## PROVIDED RECORDS

=-=-=-=-=

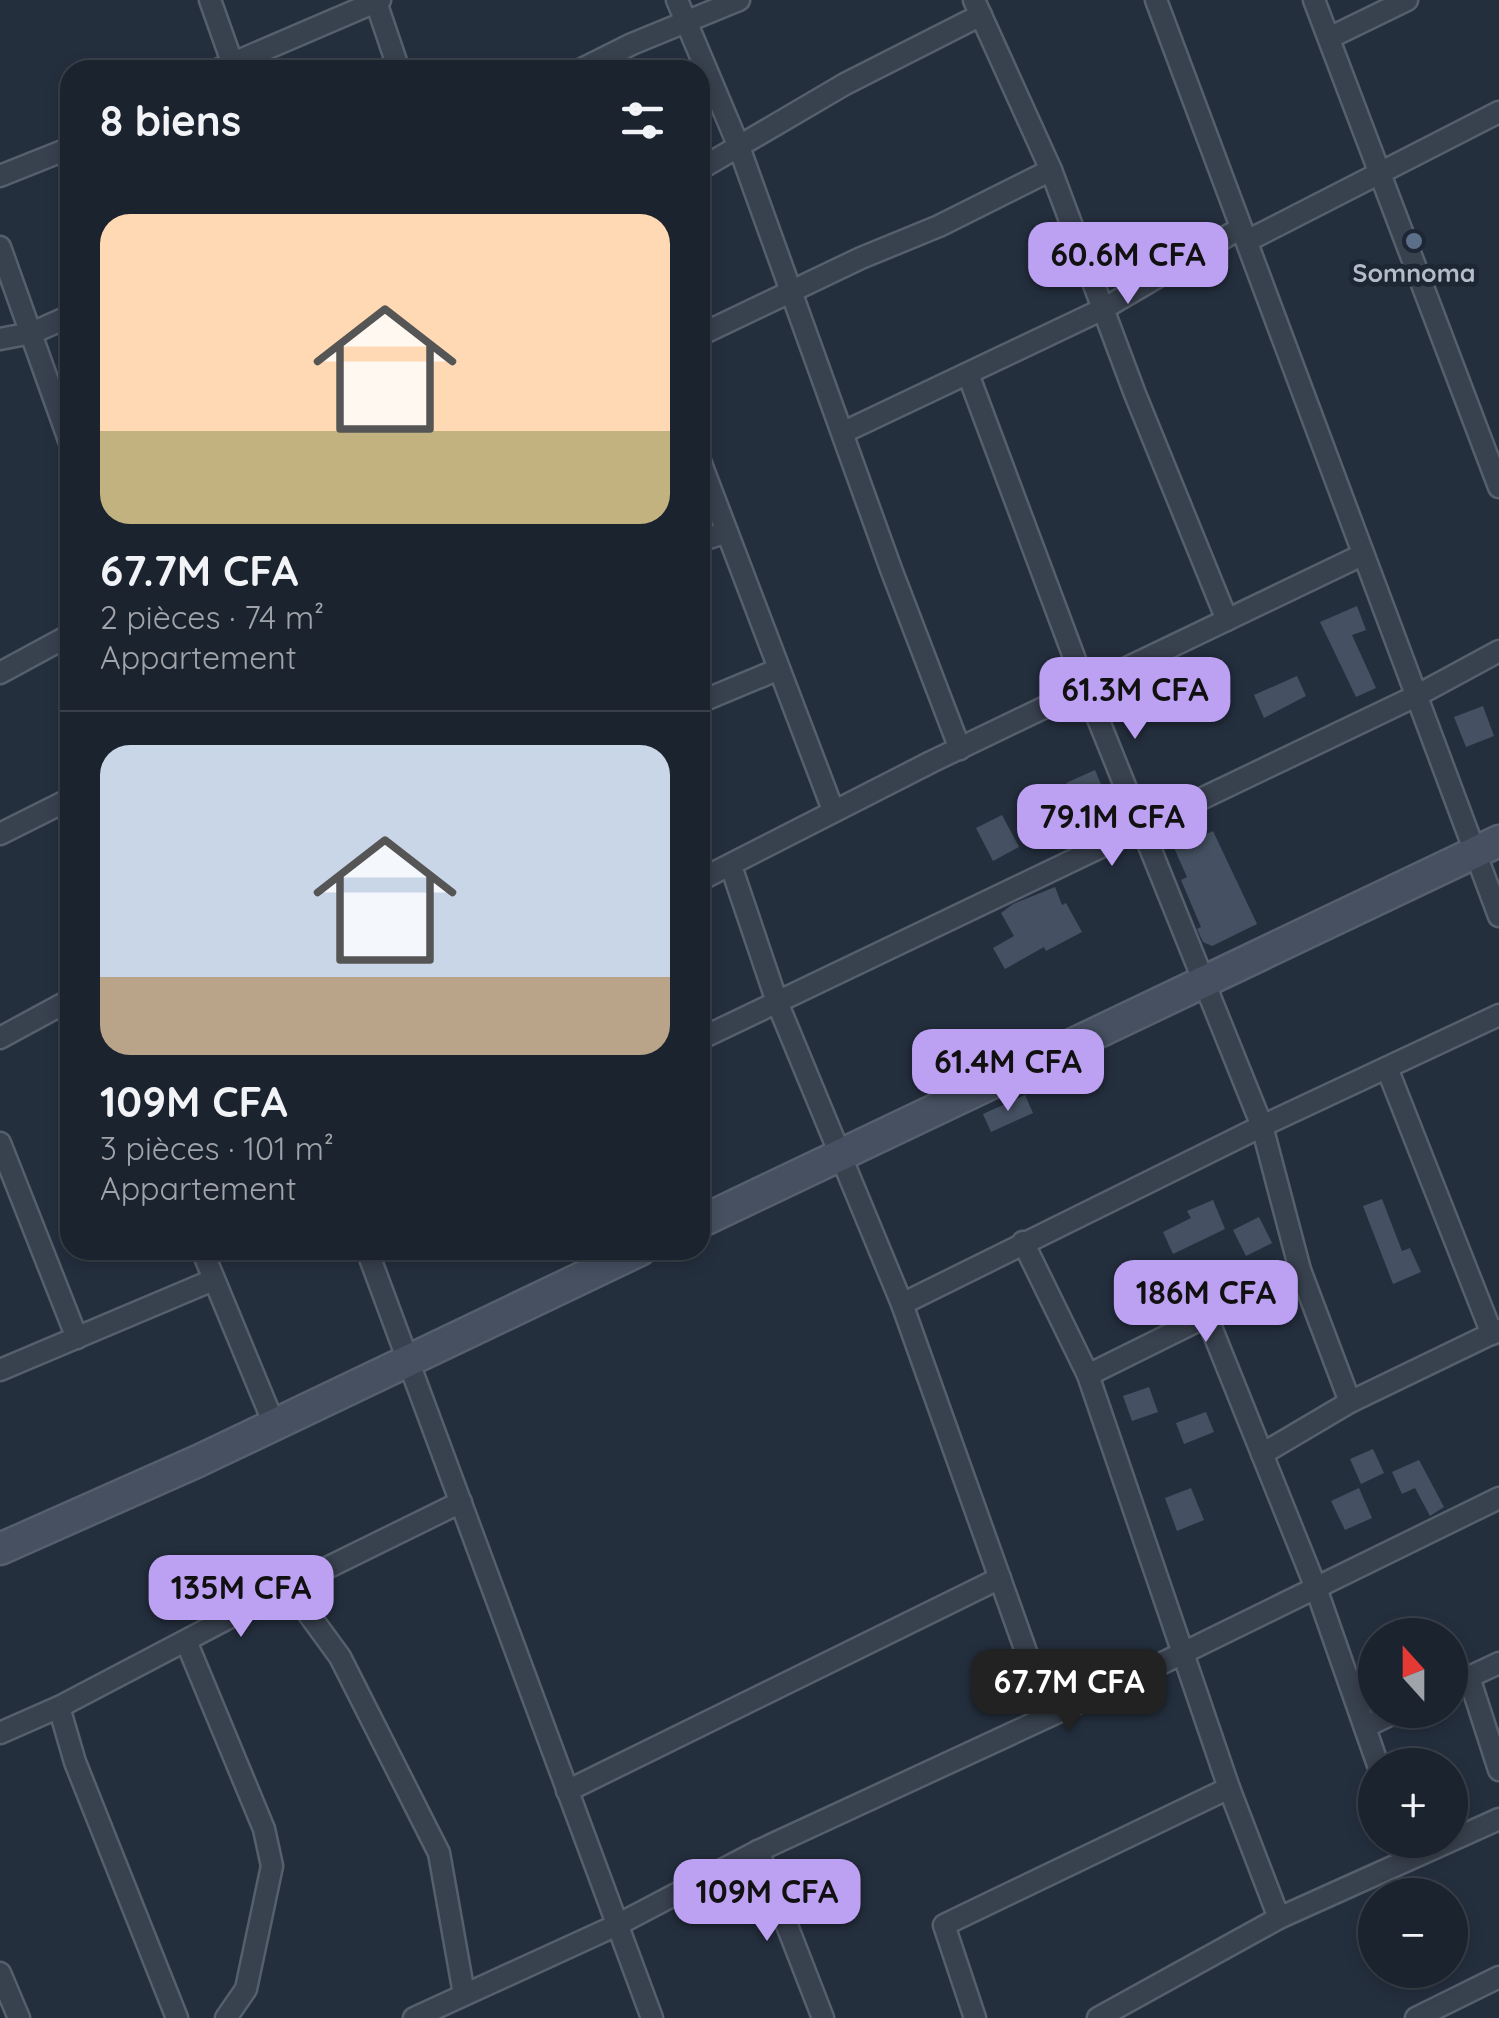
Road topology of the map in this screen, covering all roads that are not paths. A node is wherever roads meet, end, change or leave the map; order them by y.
1 (210, 0) edge
2 (677, 0) edge
3 (739, 0) edge
4 (1156, 0) edge
5 (1314, 0) edge
6 (1407, 0) edge
7 (378, 1) edge
8 (977, 8) edge
9 (686, 24) junction
10 (1328, 38) junction
11 (224, 60) edge
12 (239, 60) edge
13 (396, 60) edge
14 (600, 60) edge
15 (702, 60) edge
16 (710, 80) edge
17 (1499, 112) edge
18 (739, 147) junction
19 (60, 152) edge
20 (710, 164) edge
21 (1051, 170) junction
22 (1378, 174) junction
23 (0, 176) edge
24 (1244, 235) junction
25 (0, 247) edge
26 (793, 290) junction
27 (1102, 309) junction
28 (60, 321) edge
29 (710, 329) edge
30 (32, 334) junction
31 (0, 339) edge
32 (968, 374) junction
33 (60, 414) edge
34 (844, 432) junction
35 (1499, 486) edge
36 (710, 487) edge
37 (727, 532) junction
38 (710, 538) edge
39 (1362, 555) junction
40 (1227, 620) junction
41 (60, 640) edge
42 (1499, 651) edge
43 (779, 669) junction
44 (0, 673) edge
45 (1086, 688) junction
46 (1416, 696) junction
47 (710, 698) edge
48 (960, 749) junction
49 (60, 804) edge
50 (833, 810) junction
51 (1142, 827) junction
52 (0, 834) edge
53 (1487, 847) edge
54 (731, 866) junction
55 (710, 875) edge
56 (1499, 916) edge
57 (1202, 982) junction
58 (777, 1002) junction
59 (60, 1005) edge
60 (1499, 1015) edge
61 (710, 1034) edge
62 (0, 1038) edge
63 (1387, 1068) junction
64 (1262, 1126) junction
65 (0, 1143) edge
66 (838, 1156) junction
67 (710, 1217) edge
68 (1023, 1242) junction
69 (205, 1260) edge
70 (371, 1260) edge
71 (619, 1260) edge
72 (1300, 1270) junction
73 (212, 1280) junction
74 (902, 1304) junction
75 (1207, 1317) junction
76 (1496, 1332) edge
77 (77, 1338) junction
78 (409, 1360) junction
79 (0, 1370) edge
80 (1088, 1376) junction
81 (1350, 1402) junction
82 (274, 1424) junction
83 (1262, 1454) junction
84 (1499, 1498) edge
85 (460, 1502) junction
86 (0, 1549) edge
87 (1000, 1578) junction
88 (289, 1587) junction
89 (1316, 1588) junction
90 (186, 1641) junction
91 (1182, 1652) junction
92 (1499, 1663) edge
93 (1468, 1677) edge
94 (1468, 1699) edge
95 (59, 1707) junction
96 (1358, 1710) edge
97 (1049, 1716) junction
98 (0, 1733) edge
99 (1499, 1770) edge
100 (1229, 1788) junction
101 (567, 1792) junction
102 (1499, 1819) edge
103 (1468, 1830) edge
104 (758, 1852) junction
105 (1393, 1858) edge
106 (1279, 1918) junction
107 (618, 1925) junction
108 (0, 1973) edge
109 (1499, 1977) edge
110 (464, 1994) junction
111 (19, 2018) edge
112 (177, 2018) edge
113 (226, 2018) edge
114 (414, 2018) edge
115 (652, 2018) edge
116 (823, 2018) edge
117 (975, 2018) edge
118 (1098, 2018) edge
119 (1416, 2018) edge

1 - 11 street
2 - 9 street
3 - 9 street
4 - 24 street
5 - 10 street
6 - 10 street
7 - 12 street
7 - 13 street
8 - 18 street
8 - 21 street
9 - 14 street
9 - 15 street
10 - 22 street
16 - 18 street
17 - 22 street
18 - 20 street
18 - 26 street
19 - 23 street
21 - 26 street
21 - 27 street
22 - 24 street
22 - 35 street
24 - 27 street
24 - 39 street
25 - 30 street
26 - 29 street
26 - 34 street
27 - 32 street
27 - 40 street
28 - 30 street
30 - 31 street
30 - 33 street
32 - 34 street
32 - 45 street
34 - 48 street
36 - 37 street
37 - 38 street
37 - 43 street
39 - 40 street
39 - 46 street
40 - 45 street
41 - 44 street
42 - 46 street
43 - 47 street
43 - 50 street
45 - 48 street
45 - 51 street
46 - 51 street
46 - 53 street
48 - 50 street
49 - 52 street
50 - 54 street
51 - 57 street
51 - 58 street
53 - 56 street
53 - 57 street
54 - 55 street
54 - 58 street
57 - 64 street
57 - 66 street
58 - 61 street
58 - 66 street
59 - 62 street
60 - 63 street
63 - 64 street
63 - 76 street
64 - 68 street
64 - 72 street
65 - 77 street
66 - 67 street
66 - 74 street
68 - 74 street
68 - 80 street
69 - 73 street
70 - 78 street
71 - 78 street
72 - 75 street
72 - 81 street
73 - 77 street
73 - 82 street
74 - 87 street
75 - 80 street
75 - 83 street
76 - 81 street
77 - 79 street
78 - 82 street
78 - 85 street
80 - 91 street
81 - 83 street
82 - 86 street
83 - 89 street
84 - 89 street
85 - 88 street
85 - 101 street
87 - 97 street
87 - 101 street
88 - 90 street
88 - 110 street
89 - 91 street
89 - 96 street
90 - 95 street
90 - 113 street
91 - 97 street
91 - 100 street
92 - 93 street
94 - 99 street
95 - 98 street
95 - 112 street
97 - 104 street
100 - 106 street
100 - 117 street
101 - 107 street
102 - 103 street
104 - 107 street
104 - 116 street
105 - 106 street
106 - 118 street
107 - 110 street
107 - 115 street
108 - 111 street
109 - 119 street
110 - 114 street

=-=-=-=-=

## PROBLEM TO SOLVE
Word for word, reproduce the listing above; no image should be carried over.

## YOUR SOLUTION
Road topology of the map in this screen, covering all roads that are not paths. A node is wherever roads meet, end, change or leave the map; order them by y.
1 (210, 0) edge
2 (677, 0) edge
3 (739, 0) edge
4 (1156, 0) edge
5 (1314, 0) edge
6 (1407, 0) edge
7 (378, 1) edge
8 (977, 8) edge
9 (686, 24) junction
10 (1328, 38) junction
11 (224, 60) edge
12 (239, 60) edge
13 (396, 60) edge
14 (600, 60) edge
15 (702, 60) edge
16 (710, 80) edge
17 (1499, 112) edge
18 (739, 147) junction
19 (60, 152) edge
20 (710, 164) edge
21 (1051, 170) junction
22 (1378, 174) junction
23 (0, 176) edge
24 (1244, 235) junction
25 (0, 247) edge
26 (793, 290) junction
27 (1102, 309) junction
28 (60, 321) edge
29 (710, 329) edge
30 (32, 334) junction
31 (0, 339) edge
32 (968, 374) junction
33 (60, 414) edge
34 (844, 432) junction
35 (1499, 486) edge
36 (710, 487) edge
37 (727, 532) junction
38 (710, 538) edge
39 (1362, 555) junction
40 (1227, 620) junction
41 (60, 640) edge
42 (1499, 651) edge
43 (779, 669) junction
44 (0, 673) edge
45 (1086, 688) junction
46 (1416, 696) junction
47 (710, 698) edge
48 (960, 749) junction
49 (60, 804) edge
50 (833, 810) junction
51 (1142, 827) junction
52 (0, 834) edge
53 (1487, 847) edge
54 (731, 866) junction
55 (710, 875) edge
56 (1499, 916) edge
57 (1202, 982) junction
58 (777, 1002) junction
59 (60, 1005) edge
60 (1499, 1015) edge
61 (710, 1034) edge
62 (0, 1038) edge
63 (1387, 1068) junction
64 (1262, 1126) junction
65 (0, 1143) edge
66 (838, 1156) junction
67 (710, 1217) edge
68 (1023, 1242) junction
69 (205, 1260) edge
70 (371, 1260) edge
71 (619, 1260) edge
72 (1300, 1270) junction
73 (212, 1280) junction
74 (902, 1304) junction
75 (1207, 1317) junction
76 (1496, 1332) edge
77 (77, 1338) junction
78 (409, 1360) junction
79 (0, 1370) edge
80 (1088, 1376) junction
81 (1350, 1402) junction
82 (274, 1424) junction
83 (1262, 1454) junction
84 (1499, 1498) edge
85 (460, 1502) junction
86 (0, 1549) edge
87 (1000, 1578) junction
88 (289, 1587) junction
89 (1316, 1588) junction
90 (186, 1641) junction
91 (1182, 1652) junction
92 (1499, 1663) edge
93 (1468, 1677) edge
94 (1468, 1699) edge
95 (59, 1707) junction
96 (1358, 1710) edge
97 (1049, 1716) junction
98 (0, 1733) edge
99 (1499, 1770) edge
100 (1229, 1788) junction
101 (567, 1792) junction
102 (1499, 1819) edge
103 (1468, 1830) edge
104 (758, 1852) junction
105 (1393, 1858) edge
106 (1279, 1918) junction
107 (618, 1925) junction
108 (0, 1973) edge
109 (1499, 1977) edge
110 (464, 1994) junction
111 (19, 2018) edge
112 (177, 2018) edge
113 (226, 2018) edge
114 (414, 2018) edge
115 (652, 2018) edge
116 (823, 2018) edge
117 (975, 2018) edge
118 (1098, 2018) edge
119 (1416, 2018) edge

1 - 11 street
2 - 9 street
3 - 9 street
4 - 24 street
5 - 10 street
6 - 10 street
7 - 12 street
7 - 13 street
8 - 18 street
8 - 21 street
9 - 14 street
9 - 15 street
10 - 22 street
16 - 18 street
17 - 22 street
18 - 20 street
18 - 26 street
19 - 23 street
21 - 26 street
21 - 27 street
22 - 24 street
22 - 35 street
24 - 27 street
24 - 39 street
25 - 30 street
26 - 29 street
26 - 34 street
27 - 32 street
27 - 40 street
28 - 30 street
30 - 31 street
30 - 33 street
32 - 34 street
32 - 45 street
34 - 48 street
36 - 37 street
37 - 38 street
37 - 43 street
39 - 40 street
39 - 46 street
40 - 45 street
41 - 44 street
42 - 46 street
43 - 47 street
43 - 50 street
45 - 48 street
45 - 51 street
46 - 51 street
46 - 53 street
48 - 50 street
49 - 52 street
50 - 54 street
51 - 57 street
51 - 58 street
53 - 56 street
53 - 57 street
54 - 55 street
54 - 58 street
57 - 64 street
57 - 66 street
58 - 61 street
58 - 66 street
59 - 62 street
60 - 63 street
63 - 64 street
63 - 76 street
64 - 68 street
64 - 72 street
65 - 77 street
66 - 67 street
66 - 74 street
68 - 74 street
68 - 80 street
69 - 73 street
70 - 78 street
71 - 78 street
72 - 75 street
72 - 81 street
73 - 77 street
73 - 82 street
74 - 87 street
75 - 80 street
75 - 83 street
76 - 81 street
77 - 79 street
78 - 82 street
78 - 85 street
80 - 91 street
81 - 83 street
82 - 86 street
83 - 89 street
84 - 89 street
85 - 88 street
85 - 101 street
87 - 97 street
87 - 101 street
88 - 90 street
88 - 110 street
89 - 91 street
89 - 96 street
90 - 95 street
90 - 113 street
91 - 97 street
91 - 100 street
92 - 93 street
94 - 99 street
95 - 98 street
95 - 112 street
97 - 104 street
100 - 106 street
100 - 117 street
101 - 107 street
102 - 103 street
104 - 107 street
104 - 116 street
105 - 106 street
106 - 118 street
107 - 110 street
107 - 115 street
108 - 111 street
109 - 119 street
110 - 114 street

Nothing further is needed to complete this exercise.